China has spent billions of dollars in the past decade acquiring commodities assets in metals and energy, but it has stepped up investing in food assets overseas in recent years, buying farmland in Latin America.
Growing wealth in China is prompting increased demand for food resources. In 2011, China became a net importer of rice, and the gap between exports and imports has been widening in recent years. Chinese imports of soybeans overtook domestic production in 2004. The country also imported record volumes of corn in December, mostly from the U.S., with most of that going toward feed for animals.
Nidera chief executive officer Ton van der Laan said the company had been looking for a strong partner in China and the rest of Asia to help it expand....MORE
Grain trader Cofco in talks to buy agribusiness unit of Nobel
China's biggest grains trader, Cofco, is in talks to buy Noble Group's agribusiness arm in a deal that would value the division at around US$1 billion, sources said.
Acquiring the Noble unit would help China develop a powerful agricultural trading house, something it lacks.

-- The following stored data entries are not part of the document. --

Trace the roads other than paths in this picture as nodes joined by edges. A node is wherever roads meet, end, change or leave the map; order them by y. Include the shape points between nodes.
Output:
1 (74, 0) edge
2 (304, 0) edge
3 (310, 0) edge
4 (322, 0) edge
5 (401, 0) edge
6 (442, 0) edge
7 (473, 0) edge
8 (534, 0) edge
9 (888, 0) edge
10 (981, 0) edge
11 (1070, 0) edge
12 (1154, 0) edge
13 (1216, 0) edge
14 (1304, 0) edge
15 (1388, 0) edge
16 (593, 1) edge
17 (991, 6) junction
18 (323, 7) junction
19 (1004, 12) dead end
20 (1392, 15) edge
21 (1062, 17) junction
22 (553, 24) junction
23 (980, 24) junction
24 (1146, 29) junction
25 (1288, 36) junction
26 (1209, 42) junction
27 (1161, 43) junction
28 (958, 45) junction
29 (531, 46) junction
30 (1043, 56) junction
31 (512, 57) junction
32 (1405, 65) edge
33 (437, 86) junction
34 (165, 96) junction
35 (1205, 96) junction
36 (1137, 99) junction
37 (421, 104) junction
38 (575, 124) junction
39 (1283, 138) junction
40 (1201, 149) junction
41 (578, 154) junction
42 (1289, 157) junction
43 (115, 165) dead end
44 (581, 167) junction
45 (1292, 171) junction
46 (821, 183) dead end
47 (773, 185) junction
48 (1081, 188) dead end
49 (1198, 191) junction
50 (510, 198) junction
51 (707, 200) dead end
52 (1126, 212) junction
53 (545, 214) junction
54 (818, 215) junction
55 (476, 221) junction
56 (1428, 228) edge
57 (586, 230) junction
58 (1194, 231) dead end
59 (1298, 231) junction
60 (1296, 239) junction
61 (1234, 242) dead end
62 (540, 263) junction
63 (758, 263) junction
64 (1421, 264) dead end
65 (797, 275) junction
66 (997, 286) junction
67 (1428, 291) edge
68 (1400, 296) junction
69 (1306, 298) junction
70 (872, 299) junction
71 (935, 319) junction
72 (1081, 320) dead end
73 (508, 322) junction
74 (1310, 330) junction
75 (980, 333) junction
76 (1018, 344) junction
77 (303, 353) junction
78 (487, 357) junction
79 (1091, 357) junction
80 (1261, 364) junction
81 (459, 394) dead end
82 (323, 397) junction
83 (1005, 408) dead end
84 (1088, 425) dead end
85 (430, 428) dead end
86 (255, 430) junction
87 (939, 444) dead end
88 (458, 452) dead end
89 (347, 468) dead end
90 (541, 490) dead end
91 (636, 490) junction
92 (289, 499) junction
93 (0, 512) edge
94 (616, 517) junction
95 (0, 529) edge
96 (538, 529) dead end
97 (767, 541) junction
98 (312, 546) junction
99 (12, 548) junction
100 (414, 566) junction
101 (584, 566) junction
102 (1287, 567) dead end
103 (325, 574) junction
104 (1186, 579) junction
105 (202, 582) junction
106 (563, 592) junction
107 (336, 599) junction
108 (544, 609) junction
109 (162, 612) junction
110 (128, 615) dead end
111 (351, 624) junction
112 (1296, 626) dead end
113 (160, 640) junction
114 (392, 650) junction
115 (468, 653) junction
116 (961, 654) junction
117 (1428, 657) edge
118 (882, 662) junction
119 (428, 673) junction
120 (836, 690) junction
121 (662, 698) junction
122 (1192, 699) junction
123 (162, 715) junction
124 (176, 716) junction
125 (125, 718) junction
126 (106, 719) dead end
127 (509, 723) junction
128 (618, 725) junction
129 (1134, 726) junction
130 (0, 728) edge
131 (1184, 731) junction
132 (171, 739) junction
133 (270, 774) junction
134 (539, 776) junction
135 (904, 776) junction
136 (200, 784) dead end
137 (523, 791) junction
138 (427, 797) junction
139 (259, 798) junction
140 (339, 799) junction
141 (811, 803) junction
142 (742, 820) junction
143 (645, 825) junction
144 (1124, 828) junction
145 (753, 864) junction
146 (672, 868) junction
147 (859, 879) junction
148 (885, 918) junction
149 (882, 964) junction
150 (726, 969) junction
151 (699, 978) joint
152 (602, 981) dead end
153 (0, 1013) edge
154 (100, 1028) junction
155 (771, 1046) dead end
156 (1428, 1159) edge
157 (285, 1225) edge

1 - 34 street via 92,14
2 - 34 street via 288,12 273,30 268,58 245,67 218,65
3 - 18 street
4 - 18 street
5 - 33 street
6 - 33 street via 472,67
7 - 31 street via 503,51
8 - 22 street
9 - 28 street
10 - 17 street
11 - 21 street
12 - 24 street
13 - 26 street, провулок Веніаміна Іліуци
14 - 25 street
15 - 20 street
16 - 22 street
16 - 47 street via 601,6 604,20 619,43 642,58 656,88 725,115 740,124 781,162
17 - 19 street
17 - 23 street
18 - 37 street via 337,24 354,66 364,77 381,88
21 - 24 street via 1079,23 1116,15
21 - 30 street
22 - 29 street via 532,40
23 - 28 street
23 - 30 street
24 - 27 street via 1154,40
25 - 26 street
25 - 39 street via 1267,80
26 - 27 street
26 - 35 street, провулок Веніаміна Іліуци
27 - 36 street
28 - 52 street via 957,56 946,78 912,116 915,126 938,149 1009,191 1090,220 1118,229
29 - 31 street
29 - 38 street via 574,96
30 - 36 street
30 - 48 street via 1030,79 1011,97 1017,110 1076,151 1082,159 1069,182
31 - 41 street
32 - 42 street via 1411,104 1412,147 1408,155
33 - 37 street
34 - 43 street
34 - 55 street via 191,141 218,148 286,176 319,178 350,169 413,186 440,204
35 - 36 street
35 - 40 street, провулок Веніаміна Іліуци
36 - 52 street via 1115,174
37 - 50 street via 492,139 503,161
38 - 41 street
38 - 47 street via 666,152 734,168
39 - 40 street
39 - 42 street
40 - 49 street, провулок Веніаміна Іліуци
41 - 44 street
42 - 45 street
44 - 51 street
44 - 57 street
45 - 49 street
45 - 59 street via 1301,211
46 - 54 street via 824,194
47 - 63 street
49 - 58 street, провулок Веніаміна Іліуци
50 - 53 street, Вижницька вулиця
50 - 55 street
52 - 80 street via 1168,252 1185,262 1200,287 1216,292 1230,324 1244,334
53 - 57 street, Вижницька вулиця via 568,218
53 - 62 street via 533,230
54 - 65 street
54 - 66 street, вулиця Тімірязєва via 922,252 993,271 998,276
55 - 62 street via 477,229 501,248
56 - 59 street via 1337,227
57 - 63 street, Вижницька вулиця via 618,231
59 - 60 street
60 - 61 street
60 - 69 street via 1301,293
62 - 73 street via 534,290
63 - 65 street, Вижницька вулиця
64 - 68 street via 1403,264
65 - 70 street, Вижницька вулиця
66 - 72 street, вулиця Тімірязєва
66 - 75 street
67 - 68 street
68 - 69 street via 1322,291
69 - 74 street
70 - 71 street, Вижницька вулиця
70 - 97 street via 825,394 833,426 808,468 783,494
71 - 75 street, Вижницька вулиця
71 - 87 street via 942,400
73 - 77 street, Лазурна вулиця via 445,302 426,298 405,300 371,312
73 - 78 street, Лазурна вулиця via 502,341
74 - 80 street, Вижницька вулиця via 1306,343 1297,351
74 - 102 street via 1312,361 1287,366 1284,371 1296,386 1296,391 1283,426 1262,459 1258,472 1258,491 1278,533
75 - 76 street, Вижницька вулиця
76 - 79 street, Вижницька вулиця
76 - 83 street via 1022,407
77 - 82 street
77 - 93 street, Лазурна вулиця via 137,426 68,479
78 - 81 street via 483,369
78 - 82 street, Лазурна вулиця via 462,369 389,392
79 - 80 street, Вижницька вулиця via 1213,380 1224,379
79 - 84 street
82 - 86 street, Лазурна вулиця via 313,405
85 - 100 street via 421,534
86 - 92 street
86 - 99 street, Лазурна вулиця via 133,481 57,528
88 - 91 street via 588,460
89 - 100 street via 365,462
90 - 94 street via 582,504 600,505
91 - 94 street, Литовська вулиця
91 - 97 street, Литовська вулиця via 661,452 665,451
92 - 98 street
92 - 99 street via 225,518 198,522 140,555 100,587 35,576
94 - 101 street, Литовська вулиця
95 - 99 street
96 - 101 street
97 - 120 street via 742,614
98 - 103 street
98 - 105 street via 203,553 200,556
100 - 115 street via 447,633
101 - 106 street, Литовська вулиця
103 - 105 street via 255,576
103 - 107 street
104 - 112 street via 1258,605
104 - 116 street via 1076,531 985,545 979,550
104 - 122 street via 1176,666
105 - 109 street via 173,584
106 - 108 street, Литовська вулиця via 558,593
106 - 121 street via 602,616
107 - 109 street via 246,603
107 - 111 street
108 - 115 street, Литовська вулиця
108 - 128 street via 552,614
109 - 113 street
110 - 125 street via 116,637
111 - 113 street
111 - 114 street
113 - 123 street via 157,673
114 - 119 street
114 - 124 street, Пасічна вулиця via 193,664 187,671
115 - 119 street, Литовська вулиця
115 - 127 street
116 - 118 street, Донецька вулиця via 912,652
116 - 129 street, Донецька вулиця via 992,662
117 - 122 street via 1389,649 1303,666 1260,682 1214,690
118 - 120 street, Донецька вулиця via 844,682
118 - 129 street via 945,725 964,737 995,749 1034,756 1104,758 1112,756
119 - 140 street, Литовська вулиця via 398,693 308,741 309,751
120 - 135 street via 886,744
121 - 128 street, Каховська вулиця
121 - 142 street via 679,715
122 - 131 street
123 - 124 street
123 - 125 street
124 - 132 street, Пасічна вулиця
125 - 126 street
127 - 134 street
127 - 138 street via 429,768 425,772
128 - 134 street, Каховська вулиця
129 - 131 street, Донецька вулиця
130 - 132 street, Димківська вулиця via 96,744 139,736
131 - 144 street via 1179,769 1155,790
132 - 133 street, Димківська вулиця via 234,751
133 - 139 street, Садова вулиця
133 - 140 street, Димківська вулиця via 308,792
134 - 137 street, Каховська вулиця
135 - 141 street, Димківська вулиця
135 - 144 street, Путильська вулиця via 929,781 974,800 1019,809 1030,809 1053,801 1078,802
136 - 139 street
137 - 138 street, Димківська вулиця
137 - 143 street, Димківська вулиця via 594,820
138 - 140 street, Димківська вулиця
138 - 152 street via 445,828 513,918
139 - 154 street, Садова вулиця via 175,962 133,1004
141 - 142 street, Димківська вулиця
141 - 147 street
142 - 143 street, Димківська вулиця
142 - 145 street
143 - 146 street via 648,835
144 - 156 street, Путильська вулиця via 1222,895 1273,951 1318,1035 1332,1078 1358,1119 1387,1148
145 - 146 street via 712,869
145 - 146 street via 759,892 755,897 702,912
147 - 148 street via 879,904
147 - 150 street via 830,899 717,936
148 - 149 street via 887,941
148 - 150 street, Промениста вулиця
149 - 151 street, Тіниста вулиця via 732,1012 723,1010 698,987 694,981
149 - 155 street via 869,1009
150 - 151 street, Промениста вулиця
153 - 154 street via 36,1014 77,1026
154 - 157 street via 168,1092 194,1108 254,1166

State-backed Cofco, which last week agreed to buy a 51 per cent stake in Dutch grain trader Nidera, was conducting due diligence on the Noble unit, the sources said.
The precise stage of the talks was not clear, they said, cautioning that a deal for the unit, which trades and processes grains, may not materialise.
Noble said it was engaged in discussions with a consortium over a potential joint venture around its agriculture business, but no binding arrangements had been entered into. It did not identify Cofco as part of the consortium.
A Cofco spokesman said he was not aware of talks with Noble.
An acquisition push by Cofco comes after a wave of consolidation in the global agribusiness sector - including deals by Japanese firms to snap up rivals - that largely passed China by.
The Nidera acquisition was Cofco's first major overseas purchase of a trading house and signals China's ambition to create a global trading company along the lines of Japan- ese, European and US trading giants.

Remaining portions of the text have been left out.